No budging. We were told that we’d be asked to leave public field offices we now attempted to visit. We did not get any promised follow-up helping get access to the post-debate Palin rally last night, and we were locked out. Hmm.
Let’s be clear. We've observed no comparison between these ground campaigns. To begin with, there’s a 4-1 ratio of offices in most states. We walk into McCain offices to find them closed, empty, one person, two people, sometimes three people making calls. Many times one person is calling while the other small clutch of volunteers are chatting amongst themselves. In one state, McCain’s state field director sat in one of these offices and, sotto voce, complained to us that only one man was making calls while the others were talking to each other about how much they didn't like Obama, which was true. But the field director made no effort to change this. This was the state field director.
Only for the first time the other day did we see a McCain organizer make a single phone call. So we've now seen that once. The McCain organizers seem to operate as maître Ds. Let me escort you to your phone, sir. Pick any one of this sea of empty chairs. I'll be sitting over here if you need any assistance.
Given a choice between taking embarrassing photos of empty phone banks, we give McCain’s people the chance to pose for photos to show us the action for what they continually claim we “just missed.” No more. We stop into offices at all open hours of the day, but generally more in the afternoon and evening. “Call time,” for both campaigns, is all day, but the time when folks over 65 are generally targeted begins in late afternoon and goes til 8 or 9pm. Universally, McCain’s people stop earlier. Even when we show up at 6:15pm, we’re told we just missed the big phone bank, or to come back in 30 minutes. If we show up an hour later, we “just missed it” again.

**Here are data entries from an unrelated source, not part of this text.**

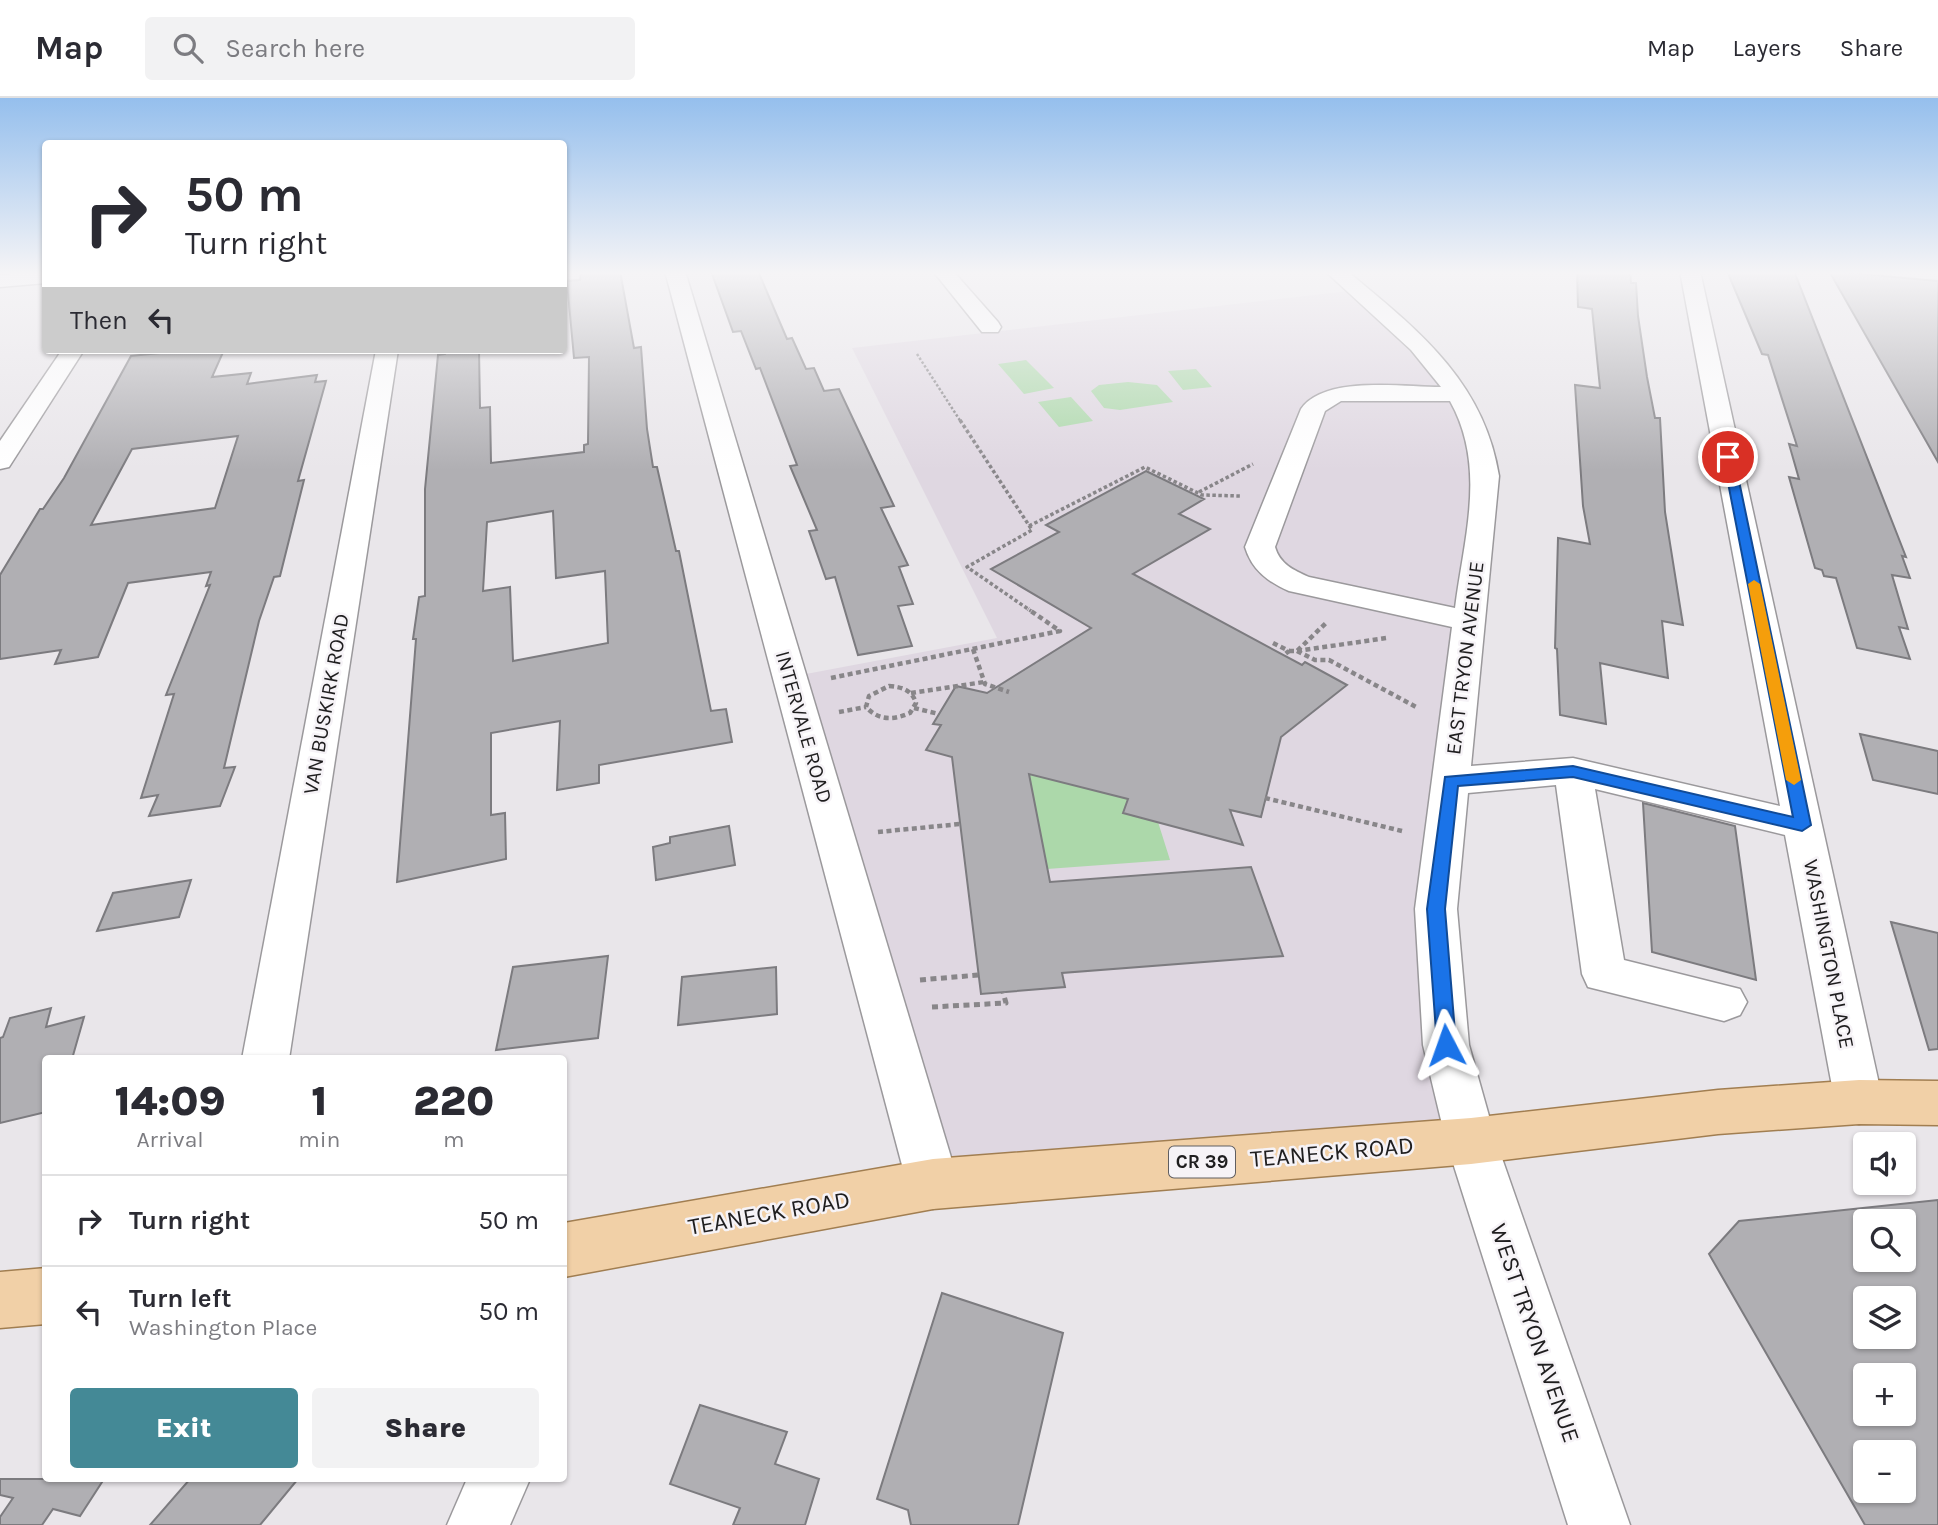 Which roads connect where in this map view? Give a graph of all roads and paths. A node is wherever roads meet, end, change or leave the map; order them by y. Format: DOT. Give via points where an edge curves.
graph roads {
  1 [pos="694,338"];
  2 [pos="1412,338"];
  3 [pos="1703,338"];
  4 [pos="70,354"];
  5 [pos="386,354"];
  6 [pos="918,354"];
  7 [pos="1459,394"];
  8 [pos="0,461"];
  9 [pos="1279,497"];
  10 [pos="1029,526"];
  11 [pos="1343,593"];
  12 [pos="1469,621"];
  13 [pos="1273,643"];
  14 [pos="973,649"];
  15 [pos="1297,651"];
  16 [pos="984,682"];
  17 [pos="792,686"];
  18 [pos="1009,692"];
  19 [pos="911,693"];
  20 [pos="914,708"];
  21 [pos="939,714"];
  22 [pos="1457,729"];
  23 [pos="1573,771"];
  24 [pos="1451,781"];
  25 [pos="1265,798"];
  26 [pos="960,824"];
  27 [pos="1802,825"];
  28 [pos="835,836"];
  29 [pos="1444,841"];
  30 [pos="978,975"];
  31 [pos="923,980"];
  32 [pos="926,990"];
  33 [pos="1003,992"];
  34 [pos="881,998"];
  35 [pos="929,999"];
  36 [pos="1724,1002"];
  37 [pos="266,1055"];
  38 [pos="1859,1102"];
  39 [pos="1938,1103"];
  40 [pos="1471,1141"];
  41 [pos="933,1184"];
  42 [pos="567,1249"];
  43 [pos="42,1296"];
  44 [pos="0,1300"];
  45 [pos="498,1482"];
  46 [pos="478,1525"];
  47 [pos="1599,1525"];
  1 -- 17 [label="street, INTERVALE ROAD"];
  2 -- 7 [label="street, EAST TRYON AVENUE"];
  3 -- 27 [label="street, WASHINGTON PLACE"];
  4 -- 8 [label="street"];
  5 -- 37 [label="street, VAN BUSKIRK ROAD"];
  6 -- 10 [label="path"];
  7 -- 9 [label="street" via="1341,394 1326,398 1313,408"];
  7 -- 12 [label="street, EAST TRYON AVENUE" via="1480,440 1486,476"];
  9 -- 10 [label="path" via="1202,495 1145,467"];
  9 -- 11 [label="street" via="1260,547 1265,562 1287,579"];
  10 -- 14 [label="path" via="1032,530 967,567 1060,631"];
  11 -- 12 [label="street"];
  11 -- 15 [label="path" via="1328,621"];
  12 -- 22 [label="street, EAST TRYON AVENUE"];
  13 -- 15 [label="path" via="1286,653"];
  14 -- 16 [label="path"];
  14 -- 17 [label="path"];
  15 -- 22 [label="path" via="1315,660 1329,660"];
  16 -- 18 [label="path"];
  16 -- 19 [label="path"];
  17 -- 28 [label="street, INTERVALE ROAD"];
  19 -- 20 [label="path"];
  19 -- 20 [label="path" via="898,687 882,688 869,696 866,707 888,719"];
  20 -- 21 [label="path"];
  22 -- 24 [label="street, EAST TRYON AVENUE"];
  23 -- 24 [label="street"];
  23 -- 27 [label="street"];
  23 -- 36 [label="street" via="1604,974"];
  24 -- 29 [label="street, EAST TRYON AVENUE"];
  25 -- 29 [label="path"];
  26 -- 28 [label="path"];
  27 -- 38 [label="street, WASHINGTON PLACE"];
  28 -- 34 [label="street, INTERVALE ROAD"];
  29 -- 40 [label="street, EAST TRYON AVENUE" via="1436,909 1446,1045"];
  30 -- 31 [label="path"];
  31 -- 32 [label="path"];
  31 -- 34 [label="path"];
  33 -- 35 [label="path" via="1006,1003 933,1009"];
  34 -- 41 [label="street, INTERVALE ROAD"];
  38 -- 39 [label="main road, TEANECK ROAD / CR 39"];
  38 -- 40 [label="main road, TEANECK ROAD / CR 39" via="1718,1112"];
  40 -- 41 [label="main road, TEANECK ROAD / CR 39"];
  40 -- 47 [label="street, WEST TRYON AVENUE"];
  41 -- 42 [label="main road, TEANECK ROAD / CR 39"];
  43 -- 44 [label="main road"];
  45 -- 46 [label="street"];
}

The McCain offices are also calm, sedate. Little movement. No hustle. In the Obama offices, it's a whirlwind. People move. It's a dynamic bustle. You can feel it in our photos.
Up to this point, we’ve been giving McCain's ground campaign a lot of benefit of the doubt. We can’t stop convincing ourselves that there must – must – be a warehouse full of 1,000 McCain volunteers somewhere in a national, central location just dialing away. This can’t be all they’re doing. Because even in a place like Colorado Springs, McCain’s ground campaign is getting blown away by the Obama efforts. It doesn't mean Obama will win Colorado Springs, but it means Obama's campaign will not look itself in the mirror afterward and ask, "what more could we have done?"
You could take every McCain volunteer we’ve seen doing actual work in the entire trip, over six states, and it would add up to the same as Obama’s single Thornton, CO office. Or his single Durango, CO office. These ground campaigns bear no relationship to each other.
Here on out, our skepticism is going to be higher. We truly respect organizers on both sides, because it is grindingly hard work for minimal pay. It’s powered by a belief in doing what’s right. We do not quote them or get them in trouble. Moreover, we truly respect direct action by volunteers – who do exist on the McCain side, just as a tiny, tiny fraction of the Obama side – but if the attitude continues on this unhelpful and obstructive turn, we’re going to spend less time making excuses for what we observe. Less benefit of the doubt. Show us real work and we'll cover it. We want to.
We'll be up in Chicago tonight making Nate pound RCP shooters. Then, Indiana. There's a huge story unfolding in Indiana.